You are viewing a plain text version of this content. The canonical link for it is here.
Posted to dev@subversion.apache.org by Evgeny Kotkov <ev...@visualsvn.com> on 2015/09/02 15:33:31 UTC

Re: svn commit: r1700799 - in /subversion/trunk/subversion: include/svn_io.h libsvn_subr/stream.c svnadmin/svnadmin.c svnfsfs/load-index-cmd.c tests/libsvn_subr/stream-test.c

Stefan Fuhrmann <st...@apache.org> writes:

> Author: stefan2
> Date: Wed Sep  2 13:04:51 2015
> New Revision: 1700799
>
> URL: http://svn.apache.org/r1700799
> Log:
> [Combines r1698359 and r170078 into a single commit for better review.]
> Introduce a stream wrapper object that adds buffering support to any
> readable stream.  Use it on the stdin streams in our CL tools.
>
> As it turns out, parsing data from a stdin byte-by-byte incurs a
> massive overhead of 100% internal and 300% system load over a buffered
> stream.  'svnadmin load-revprops' sees a 5 times speedup if all data
> is in OS disc caches.  This is a realistic assumption in a "final sync
> and switch over to new repository" scenario.
>
> The other 2 uses of stdin either have less data to process (svnfsfs
> load-index) or parse only a small fraction of the stream (svnadmin load).
>
> * subversion/include/svn_io.h
>   (svn_stream_wrap_buffered_read): Declare the new stream constructor API.

[...]

If buffering makes difference for how well svnadmin load, load-revprops and
svnfsfs load-index behave, can't we use the standard mechanism for that,
say, apr_file_open_flags_stdin(..., APR_BUFFERED)?

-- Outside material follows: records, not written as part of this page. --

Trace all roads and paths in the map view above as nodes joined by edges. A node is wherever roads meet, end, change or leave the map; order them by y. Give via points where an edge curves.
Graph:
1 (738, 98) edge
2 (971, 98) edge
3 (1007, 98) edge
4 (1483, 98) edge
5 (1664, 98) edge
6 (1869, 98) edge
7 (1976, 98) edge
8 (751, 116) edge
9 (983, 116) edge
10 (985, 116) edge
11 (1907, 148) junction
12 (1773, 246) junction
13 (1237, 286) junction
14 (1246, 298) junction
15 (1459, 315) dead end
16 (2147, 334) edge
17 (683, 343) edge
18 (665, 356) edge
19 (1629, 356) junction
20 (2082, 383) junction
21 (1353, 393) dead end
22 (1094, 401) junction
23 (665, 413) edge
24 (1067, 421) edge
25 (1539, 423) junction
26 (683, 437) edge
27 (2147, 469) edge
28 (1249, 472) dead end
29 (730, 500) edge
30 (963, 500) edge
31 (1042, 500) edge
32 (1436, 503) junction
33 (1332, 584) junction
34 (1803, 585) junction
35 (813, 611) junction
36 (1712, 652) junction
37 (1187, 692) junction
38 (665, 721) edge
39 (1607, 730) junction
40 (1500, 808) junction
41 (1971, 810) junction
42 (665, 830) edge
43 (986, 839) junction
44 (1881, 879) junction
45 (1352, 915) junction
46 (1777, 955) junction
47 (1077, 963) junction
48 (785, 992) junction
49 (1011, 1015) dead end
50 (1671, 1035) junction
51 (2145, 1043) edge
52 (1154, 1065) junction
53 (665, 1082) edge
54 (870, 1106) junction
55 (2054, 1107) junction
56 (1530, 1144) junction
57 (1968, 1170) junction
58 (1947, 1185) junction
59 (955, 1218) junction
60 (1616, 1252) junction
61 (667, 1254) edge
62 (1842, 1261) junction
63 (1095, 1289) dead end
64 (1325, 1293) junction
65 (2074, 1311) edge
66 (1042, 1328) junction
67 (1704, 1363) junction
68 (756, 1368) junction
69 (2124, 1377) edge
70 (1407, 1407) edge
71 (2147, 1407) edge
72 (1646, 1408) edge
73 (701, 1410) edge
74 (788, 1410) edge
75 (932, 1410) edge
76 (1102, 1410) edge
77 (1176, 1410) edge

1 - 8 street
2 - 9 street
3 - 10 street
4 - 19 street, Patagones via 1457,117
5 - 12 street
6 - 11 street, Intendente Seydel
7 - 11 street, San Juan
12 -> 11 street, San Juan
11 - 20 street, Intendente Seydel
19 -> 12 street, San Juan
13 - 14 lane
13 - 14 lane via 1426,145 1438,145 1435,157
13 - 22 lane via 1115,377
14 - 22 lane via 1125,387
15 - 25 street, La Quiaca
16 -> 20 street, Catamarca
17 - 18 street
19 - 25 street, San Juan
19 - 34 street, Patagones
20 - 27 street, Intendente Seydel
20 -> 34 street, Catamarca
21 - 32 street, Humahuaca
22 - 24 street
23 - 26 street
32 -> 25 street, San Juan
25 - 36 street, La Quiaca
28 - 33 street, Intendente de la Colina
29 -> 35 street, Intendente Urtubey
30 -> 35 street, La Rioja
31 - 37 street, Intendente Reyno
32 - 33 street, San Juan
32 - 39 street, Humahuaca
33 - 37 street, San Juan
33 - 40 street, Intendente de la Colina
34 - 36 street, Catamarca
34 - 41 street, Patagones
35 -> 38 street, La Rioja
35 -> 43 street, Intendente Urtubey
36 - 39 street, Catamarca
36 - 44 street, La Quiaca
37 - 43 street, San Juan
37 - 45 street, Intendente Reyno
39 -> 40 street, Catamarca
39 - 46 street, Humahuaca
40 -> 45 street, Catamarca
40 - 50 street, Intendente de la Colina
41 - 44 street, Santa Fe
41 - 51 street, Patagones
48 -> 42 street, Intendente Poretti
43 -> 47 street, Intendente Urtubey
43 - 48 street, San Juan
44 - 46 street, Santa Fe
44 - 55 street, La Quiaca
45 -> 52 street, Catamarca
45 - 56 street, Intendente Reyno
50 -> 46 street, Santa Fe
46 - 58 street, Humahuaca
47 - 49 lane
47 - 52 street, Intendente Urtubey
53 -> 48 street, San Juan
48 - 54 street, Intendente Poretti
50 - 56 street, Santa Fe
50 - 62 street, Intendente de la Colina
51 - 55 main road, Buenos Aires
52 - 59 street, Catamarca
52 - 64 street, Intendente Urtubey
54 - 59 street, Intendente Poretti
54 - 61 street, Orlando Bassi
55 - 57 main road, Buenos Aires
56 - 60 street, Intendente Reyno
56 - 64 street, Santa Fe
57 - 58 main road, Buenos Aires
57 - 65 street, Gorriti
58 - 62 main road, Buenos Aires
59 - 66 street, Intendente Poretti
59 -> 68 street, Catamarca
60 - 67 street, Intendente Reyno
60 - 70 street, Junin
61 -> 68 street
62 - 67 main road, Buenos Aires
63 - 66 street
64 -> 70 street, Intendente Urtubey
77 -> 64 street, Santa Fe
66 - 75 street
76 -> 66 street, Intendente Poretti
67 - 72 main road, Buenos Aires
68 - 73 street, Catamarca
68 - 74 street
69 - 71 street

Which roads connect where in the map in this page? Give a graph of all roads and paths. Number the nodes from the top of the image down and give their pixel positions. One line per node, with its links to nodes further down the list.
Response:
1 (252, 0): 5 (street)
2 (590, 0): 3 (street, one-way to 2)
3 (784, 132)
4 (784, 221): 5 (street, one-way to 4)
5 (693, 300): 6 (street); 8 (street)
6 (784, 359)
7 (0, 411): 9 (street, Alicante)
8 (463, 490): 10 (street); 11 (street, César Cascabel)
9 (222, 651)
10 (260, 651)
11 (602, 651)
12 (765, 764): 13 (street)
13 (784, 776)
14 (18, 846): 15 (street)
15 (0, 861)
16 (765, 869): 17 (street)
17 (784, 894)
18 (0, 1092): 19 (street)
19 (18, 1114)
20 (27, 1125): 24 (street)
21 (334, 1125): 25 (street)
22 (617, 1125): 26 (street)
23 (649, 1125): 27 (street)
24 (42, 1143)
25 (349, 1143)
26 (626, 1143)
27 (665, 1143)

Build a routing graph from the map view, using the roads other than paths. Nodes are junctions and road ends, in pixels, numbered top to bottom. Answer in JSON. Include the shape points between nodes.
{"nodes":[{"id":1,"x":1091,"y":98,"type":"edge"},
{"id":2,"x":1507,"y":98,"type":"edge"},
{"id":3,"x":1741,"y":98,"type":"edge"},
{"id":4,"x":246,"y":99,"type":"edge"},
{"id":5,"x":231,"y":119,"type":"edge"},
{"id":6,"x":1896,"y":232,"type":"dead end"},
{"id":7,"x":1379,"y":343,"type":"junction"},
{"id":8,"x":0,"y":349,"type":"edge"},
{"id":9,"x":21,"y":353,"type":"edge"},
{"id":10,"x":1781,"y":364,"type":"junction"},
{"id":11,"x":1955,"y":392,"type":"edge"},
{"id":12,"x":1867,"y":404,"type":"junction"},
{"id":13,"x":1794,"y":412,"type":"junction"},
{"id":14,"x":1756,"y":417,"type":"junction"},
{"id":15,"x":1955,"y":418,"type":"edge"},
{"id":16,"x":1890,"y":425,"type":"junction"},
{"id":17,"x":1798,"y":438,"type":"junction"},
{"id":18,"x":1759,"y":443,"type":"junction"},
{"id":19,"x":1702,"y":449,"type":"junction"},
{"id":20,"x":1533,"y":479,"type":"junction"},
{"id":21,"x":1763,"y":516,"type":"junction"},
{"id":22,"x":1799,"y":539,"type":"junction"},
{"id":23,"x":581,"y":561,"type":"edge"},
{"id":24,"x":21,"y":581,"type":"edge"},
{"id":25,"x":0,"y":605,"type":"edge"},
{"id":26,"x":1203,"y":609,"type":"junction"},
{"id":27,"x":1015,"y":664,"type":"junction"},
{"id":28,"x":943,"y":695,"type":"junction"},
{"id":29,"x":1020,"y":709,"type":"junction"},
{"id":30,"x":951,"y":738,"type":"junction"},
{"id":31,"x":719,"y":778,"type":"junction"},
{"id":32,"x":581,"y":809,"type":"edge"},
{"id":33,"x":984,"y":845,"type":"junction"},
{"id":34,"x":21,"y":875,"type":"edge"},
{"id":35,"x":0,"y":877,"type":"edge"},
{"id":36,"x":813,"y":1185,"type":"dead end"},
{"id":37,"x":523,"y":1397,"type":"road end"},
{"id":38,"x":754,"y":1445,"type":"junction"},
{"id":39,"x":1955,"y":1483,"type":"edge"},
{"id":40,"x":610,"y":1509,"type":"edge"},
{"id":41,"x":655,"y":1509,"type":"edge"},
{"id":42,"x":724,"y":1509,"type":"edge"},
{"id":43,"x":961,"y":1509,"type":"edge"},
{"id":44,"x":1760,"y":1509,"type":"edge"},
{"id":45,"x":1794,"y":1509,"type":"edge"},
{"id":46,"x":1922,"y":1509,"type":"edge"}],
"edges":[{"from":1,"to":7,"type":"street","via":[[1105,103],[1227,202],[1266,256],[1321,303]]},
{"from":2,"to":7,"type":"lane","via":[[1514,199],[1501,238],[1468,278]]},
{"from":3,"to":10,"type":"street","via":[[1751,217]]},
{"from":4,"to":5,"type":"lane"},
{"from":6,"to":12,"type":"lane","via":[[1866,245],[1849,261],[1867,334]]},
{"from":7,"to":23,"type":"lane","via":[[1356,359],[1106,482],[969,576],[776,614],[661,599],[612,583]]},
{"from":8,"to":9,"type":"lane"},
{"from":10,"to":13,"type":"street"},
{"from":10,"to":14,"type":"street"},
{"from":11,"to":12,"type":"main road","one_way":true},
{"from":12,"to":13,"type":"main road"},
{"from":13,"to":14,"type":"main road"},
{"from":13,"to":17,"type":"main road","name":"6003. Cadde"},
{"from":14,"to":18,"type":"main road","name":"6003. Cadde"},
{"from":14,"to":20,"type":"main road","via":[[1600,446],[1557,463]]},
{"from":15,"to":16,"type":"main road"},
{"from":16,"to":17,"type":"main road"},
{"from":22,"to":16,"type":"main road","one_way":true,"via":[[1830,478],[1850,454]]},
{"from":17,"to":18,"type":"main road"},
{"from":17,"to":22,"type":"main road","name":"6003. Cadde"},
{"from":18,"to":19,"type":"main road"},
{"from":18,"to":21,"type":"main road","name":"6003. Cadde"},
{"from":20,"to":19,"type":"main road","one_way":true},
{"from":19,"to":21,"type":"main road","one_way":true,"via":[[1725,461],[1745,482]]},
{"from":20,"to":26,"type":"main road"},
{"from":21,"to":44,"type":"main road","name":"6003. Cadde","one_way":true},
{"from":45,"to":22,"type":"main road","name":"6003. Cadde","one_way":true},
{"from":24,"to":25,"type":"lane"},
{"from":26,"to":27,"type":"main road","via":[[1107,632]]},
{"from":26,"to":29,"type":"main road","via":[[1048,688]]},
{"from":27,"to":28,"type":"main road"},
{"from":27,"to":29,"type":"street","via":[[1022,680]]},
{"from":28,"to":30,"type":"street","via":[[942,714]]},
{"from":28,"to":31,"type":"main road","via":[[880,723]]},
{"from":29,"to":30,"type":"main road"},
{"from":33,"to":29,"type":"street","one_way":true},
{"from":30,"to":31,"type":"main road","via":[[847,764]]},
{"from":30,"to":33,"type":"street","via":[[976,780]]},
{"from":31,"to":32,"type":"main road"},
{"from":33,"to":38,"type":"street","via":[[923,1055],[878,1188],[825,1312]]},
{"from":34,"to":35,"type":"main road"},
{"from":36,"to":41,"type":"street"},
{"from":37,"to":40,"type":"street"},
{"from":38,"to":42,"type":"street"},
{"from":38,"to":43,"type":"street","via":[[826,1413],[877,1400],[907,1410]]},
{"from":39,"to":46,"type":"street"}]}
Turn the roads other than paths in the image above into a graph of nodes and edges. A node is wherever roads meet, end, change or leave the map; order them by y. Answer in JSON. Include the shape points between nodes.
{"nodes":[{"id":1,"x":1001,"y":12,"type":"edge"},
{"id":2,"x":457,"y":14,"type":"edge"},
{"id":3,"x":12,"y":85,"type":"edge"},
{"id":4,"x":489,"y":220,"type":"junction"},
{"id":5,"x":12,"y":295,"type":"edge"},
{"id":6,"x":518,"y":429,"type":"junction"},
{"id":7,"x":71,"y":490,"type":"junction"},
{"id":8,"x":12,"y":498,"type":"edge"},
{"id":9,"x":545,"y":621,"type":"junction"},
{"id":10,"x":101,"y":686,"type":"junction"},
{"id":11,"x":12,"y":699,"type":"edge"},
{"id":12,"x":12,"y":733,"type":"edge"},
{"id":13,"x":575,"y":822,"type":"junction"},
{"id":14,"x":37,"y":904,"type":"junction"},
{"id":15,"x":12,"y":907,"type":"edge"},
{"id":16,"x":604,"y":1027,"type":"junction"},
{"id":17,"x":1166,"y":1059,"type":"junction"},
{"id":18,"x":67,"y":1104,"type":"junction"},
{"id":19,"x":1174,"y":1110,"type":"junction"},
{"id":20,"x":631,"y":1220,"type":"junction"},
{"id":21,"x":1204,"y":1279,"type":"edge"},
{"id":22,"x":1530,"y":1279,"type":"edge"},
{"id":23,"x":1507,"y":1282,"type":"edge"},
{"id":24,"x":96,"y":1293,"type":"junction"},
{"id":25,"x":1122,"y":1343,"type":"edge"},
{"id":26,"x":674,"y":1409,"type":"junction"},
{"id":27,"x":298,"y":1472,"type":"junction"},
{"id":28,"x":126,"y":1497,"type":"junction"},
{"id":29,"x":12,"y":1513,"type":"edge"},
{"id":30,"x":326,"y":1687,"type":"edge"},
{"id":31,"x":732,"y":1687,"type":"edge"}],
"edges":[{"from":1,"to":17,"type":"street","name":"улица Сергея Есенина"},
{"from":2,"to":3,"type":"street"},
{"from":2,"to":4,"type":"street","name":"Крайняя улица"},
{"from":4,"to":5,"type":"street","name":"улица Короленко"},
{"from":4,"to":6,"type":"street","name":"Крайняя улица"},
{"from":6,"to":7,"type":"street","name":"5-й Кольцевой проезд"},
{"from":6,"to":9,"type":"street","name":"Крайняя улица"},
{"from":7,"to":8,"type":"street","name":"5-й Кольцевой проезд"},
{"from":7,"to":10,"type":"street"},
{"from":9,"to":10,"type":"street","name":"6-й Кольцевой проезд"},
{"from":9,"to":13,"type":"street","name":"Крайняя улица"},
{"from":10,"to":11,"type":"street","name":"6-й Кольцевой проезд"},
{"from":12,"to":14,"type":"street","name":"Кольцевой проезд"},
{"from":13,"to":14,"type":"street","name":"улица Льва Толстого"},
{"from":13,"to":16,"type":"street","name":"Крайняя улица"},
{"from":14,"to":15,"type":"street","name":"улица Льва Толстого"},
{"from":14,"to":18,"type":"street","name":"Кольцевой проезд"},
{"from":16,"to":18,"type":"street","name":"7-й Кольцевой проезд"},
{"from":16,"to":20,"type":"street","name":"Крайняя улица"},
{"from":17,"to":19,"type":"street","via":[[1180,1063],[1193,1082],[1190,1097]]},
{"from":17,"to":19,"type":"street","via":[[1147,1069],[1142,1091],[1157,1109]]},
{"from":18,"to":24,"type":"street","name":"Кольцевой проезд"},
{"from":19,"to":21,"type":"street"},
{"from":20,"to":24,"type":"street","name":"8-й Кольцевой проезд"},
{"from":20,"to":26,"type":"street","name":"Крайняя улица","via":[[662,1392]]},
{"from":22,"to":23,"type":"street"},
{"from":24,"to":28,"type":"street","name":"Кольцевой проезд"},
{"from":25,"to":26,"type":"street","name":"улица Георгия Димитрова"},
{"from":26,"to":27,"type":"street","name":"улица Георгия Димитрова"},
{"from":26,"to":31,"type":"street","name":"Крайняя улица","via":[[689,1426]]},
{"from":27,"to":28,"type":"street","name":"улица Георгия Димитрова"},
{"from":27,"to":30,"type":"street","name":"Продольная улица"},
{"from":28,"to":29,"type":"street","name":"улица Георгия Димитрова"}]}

What is the point of reimplementing something that's already a part of the APR?


Regards,
Evgeny Kotkov

Re: svn commit: r1700799 - in /subversion/trunk/subversion: include/svn_io.h libsvn_subr/stream.c svnadmin/svnadmin.c svnfsfs/load-index-cmd.c tests/libsvn_subr/stream-test.c

Posted by Evgeny Kotkov <ev...@visualsvn.com>.
Stefan Fuhrmann <st...@wandisco.com> writes:

>> Julian Foad <ju...@btopenworld.com> writes:
>>
>> > Also for:
>> >    svnrdump load
>> >    svnmucc put - <url>
>> >
>> > ? (These just came to mind when I thought about it.)
>>
>> I think, yes.  Thank you for pointing this out, Julian.
>
> After discussion at the Berlin hackathon, the APR-buffered solution has
> been implemented and all callers been update in r1702983.

Thanks!

I also updated svnrdump load and svndumpfilter in r1703072, r1703073 and
r1703074.


Regards,
Evgeny Kotkov

Re: svn commit: r1700799 - in /subversion/trunk/subversion: include/svn_io.h libsvn_subr/stream.c svnadmin/svnadmin.c svnfsfs/load-index-cmd.c tests/libsvn_subr/stream-test.c

Posted by Stefan Fuhrmann <st...@wandisco.com>.
On Sat, Sep 12, 2015 at 1:46 AM, Evgeny Kotkov <ev...@visualsvn.com>
wrote:

> Julian Foad <ju...@btopenworld.com> writes:
>
> > Also for:
> >    svnrdump load
> >    svnmucc put - <url>
> >
> > ? (These just came to mind when I thought about it.)
>
> I think, yes.  Thank you for pointing this out, Julian.
>

After discussion at the Berlin hackathon, the APR-buffered
solution has been implemented and all callers been update
in r1702983.

-- Stefan^2.

Re: svn commit: r1700799 - in /subversion/trunk/subversion: include/svn_io.h libsvn_subr/stream.c svnadmin/svnadmin.c svnfsfs/load-index-cmd.c tests/libsvn_subr/stream-test.c

Posted by Evgeny Kotkov <ev...@visualsvn.com>.
Julian Foad <ju...@btopenworld.com> writes:

> Also for:
>    svnrdump load
>    svnmucc put - <url>
>
> ? (These just came to mind when I thought about it.)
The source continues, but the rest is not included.